That's the fourth one, and the fifth one is Ears and that kind of covers
all that with the ears: exactly that place where everything is incoming.
So if you have open ears you can really get somebody else's experiences,
somebody else's fears, loves, whatever-you can get feelings. Of course, I'm
not talking only about ear, but it's a symbol for openness, for in-come,
like radar kind of, you know. And that's what is in the main sentence on
the album: 'The ears teach to listen the other ears.' And again, Ears, on
the very beginning I had, because I wrote these lyrics, 'The ears teach to
listen the eyes.' That was my original rhyme or some line. And it was kind
of funny, absurd, that somebody who is 'Eye,' you try to change him, and
try to teach him to listen. But later I found, no, this is not the real true:
the real true [is] you teach to listen the ear, the next ear. And that ear,
if it's open, will get ability to teach another ear.

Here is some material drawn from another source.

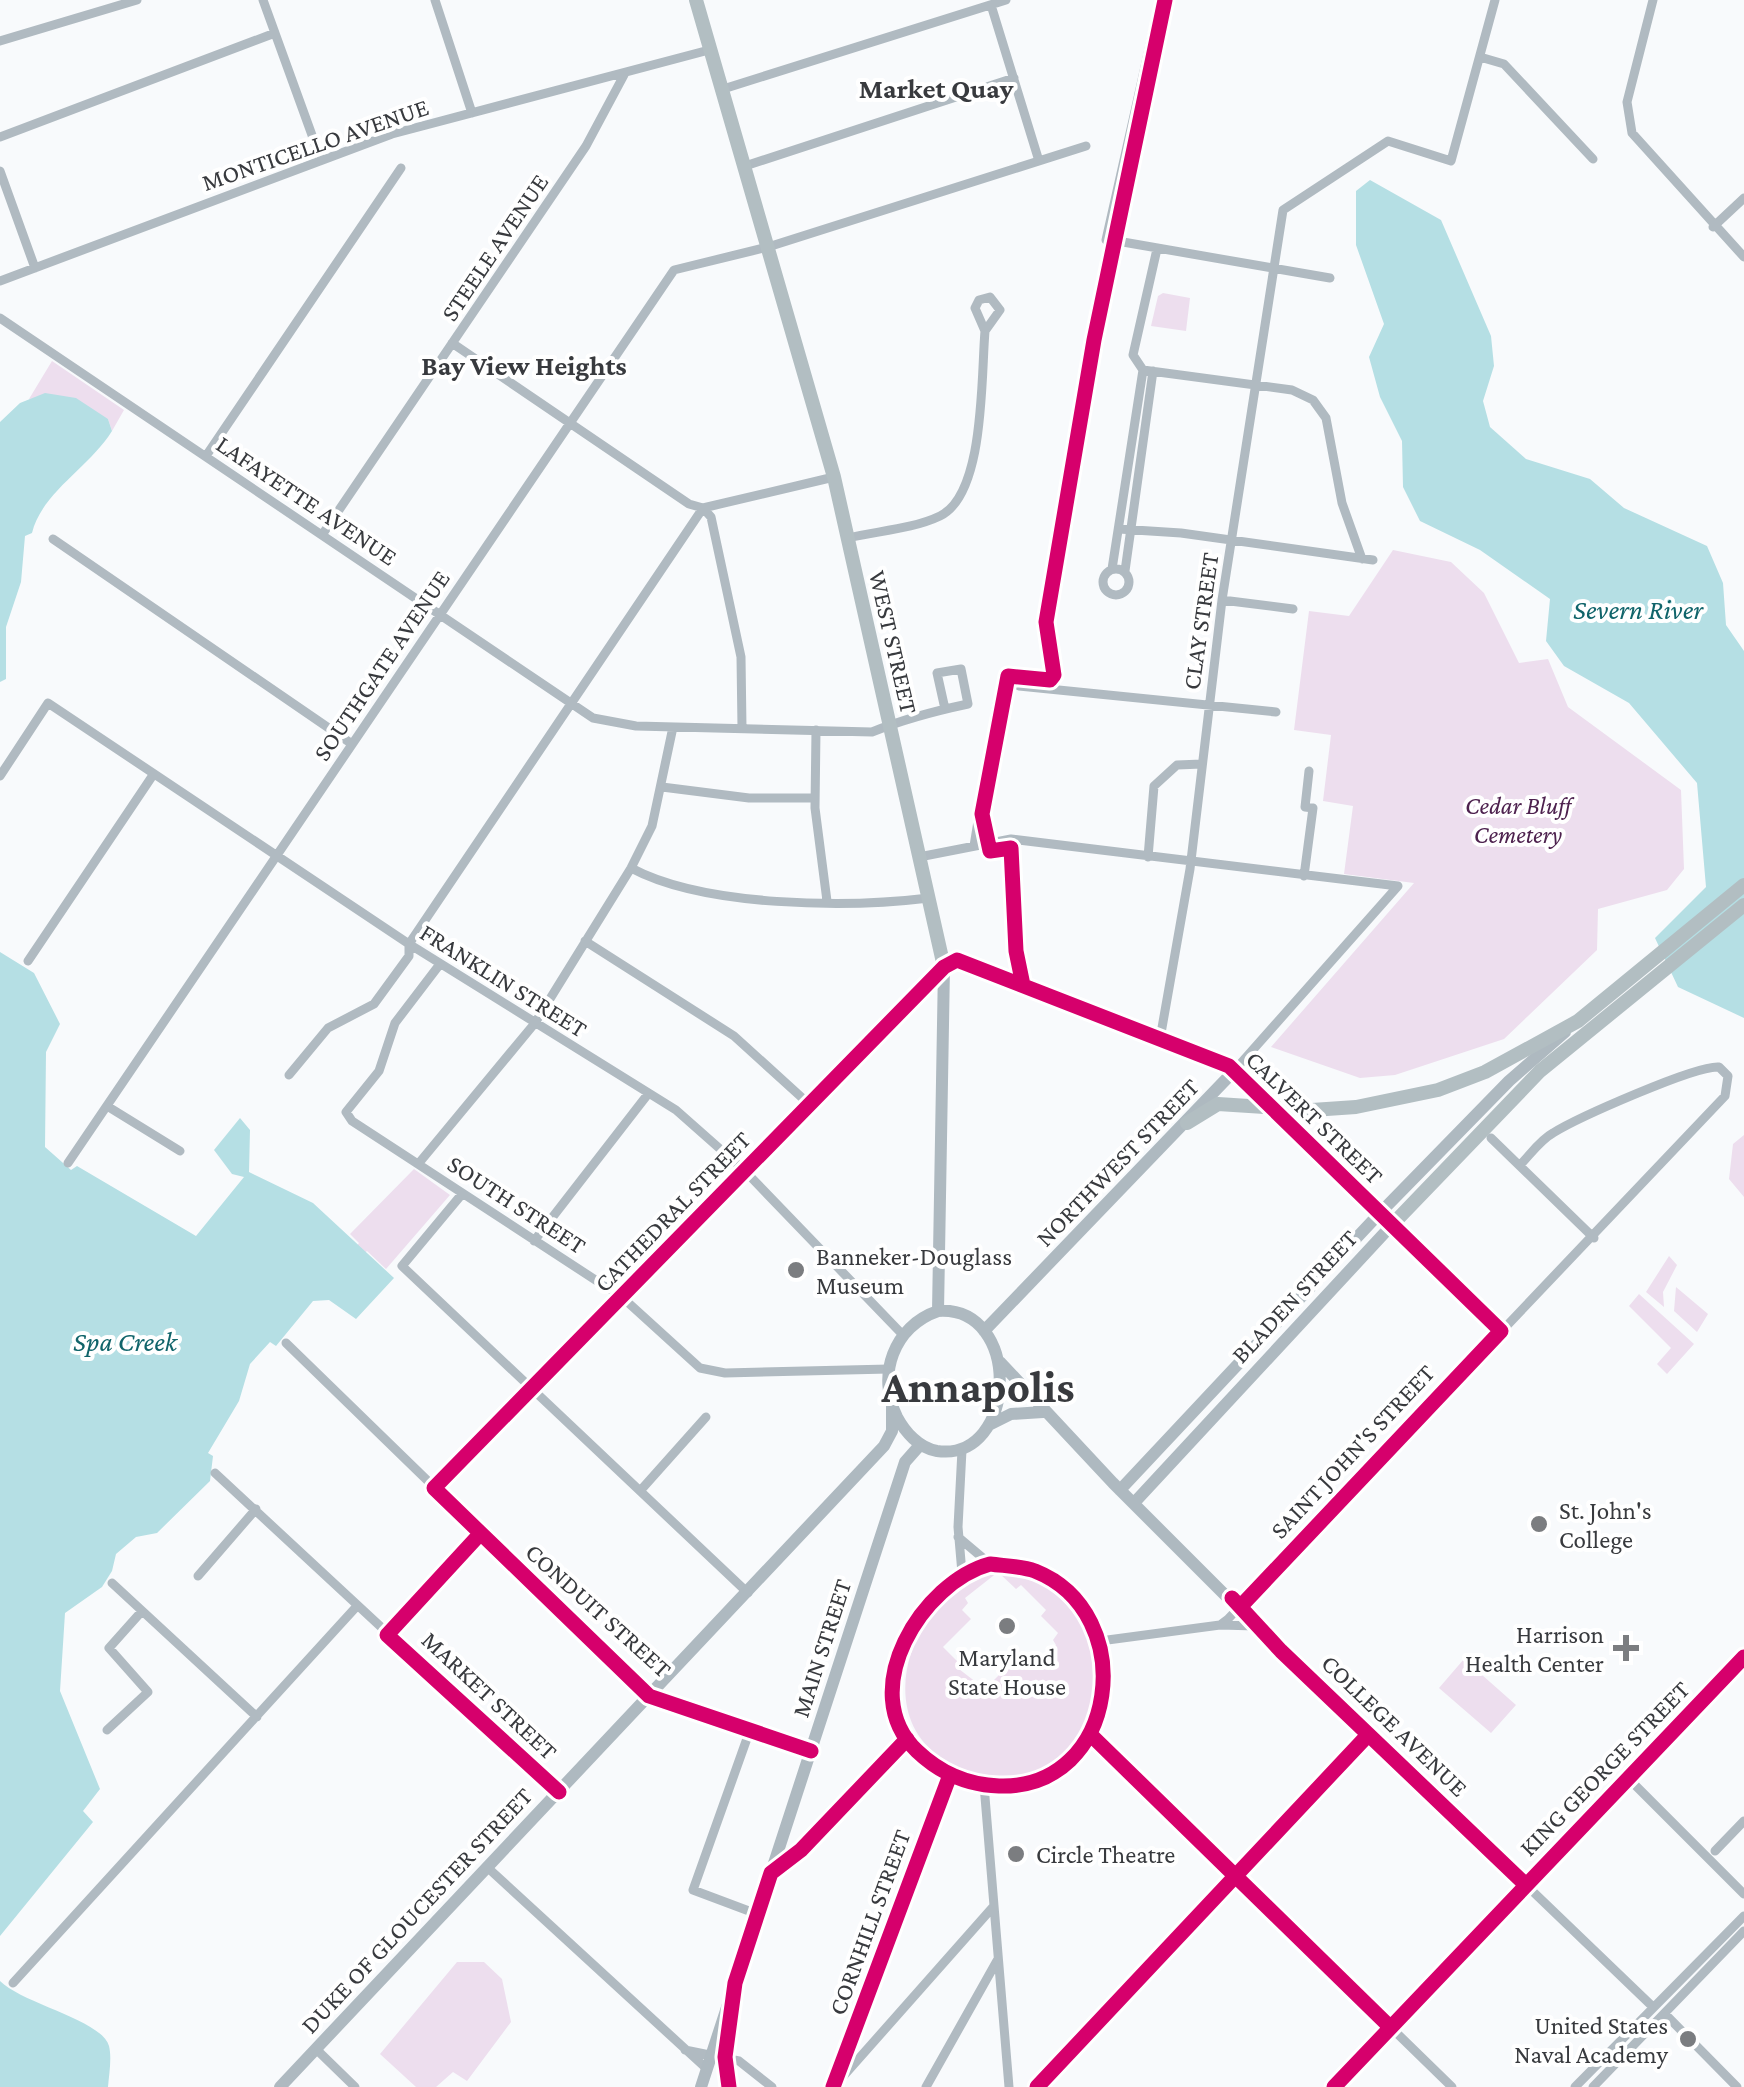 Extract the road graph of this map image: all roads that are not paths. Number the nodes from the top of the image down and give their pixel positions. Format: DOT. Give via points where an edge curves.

In talking about the human need for mass experience, belonging, community,
how do you see yourself as a musician, who's doing stuff with ears, in a
collective, kind of communal experience? How do you see your band fitting
into that human need?
No, music is kind of special, special kind of art I would say. It's very
abstract. Like, music itself, without lyrics. Because people can get it directly
somewhere into the heart-through the ears- but it's more about feelings.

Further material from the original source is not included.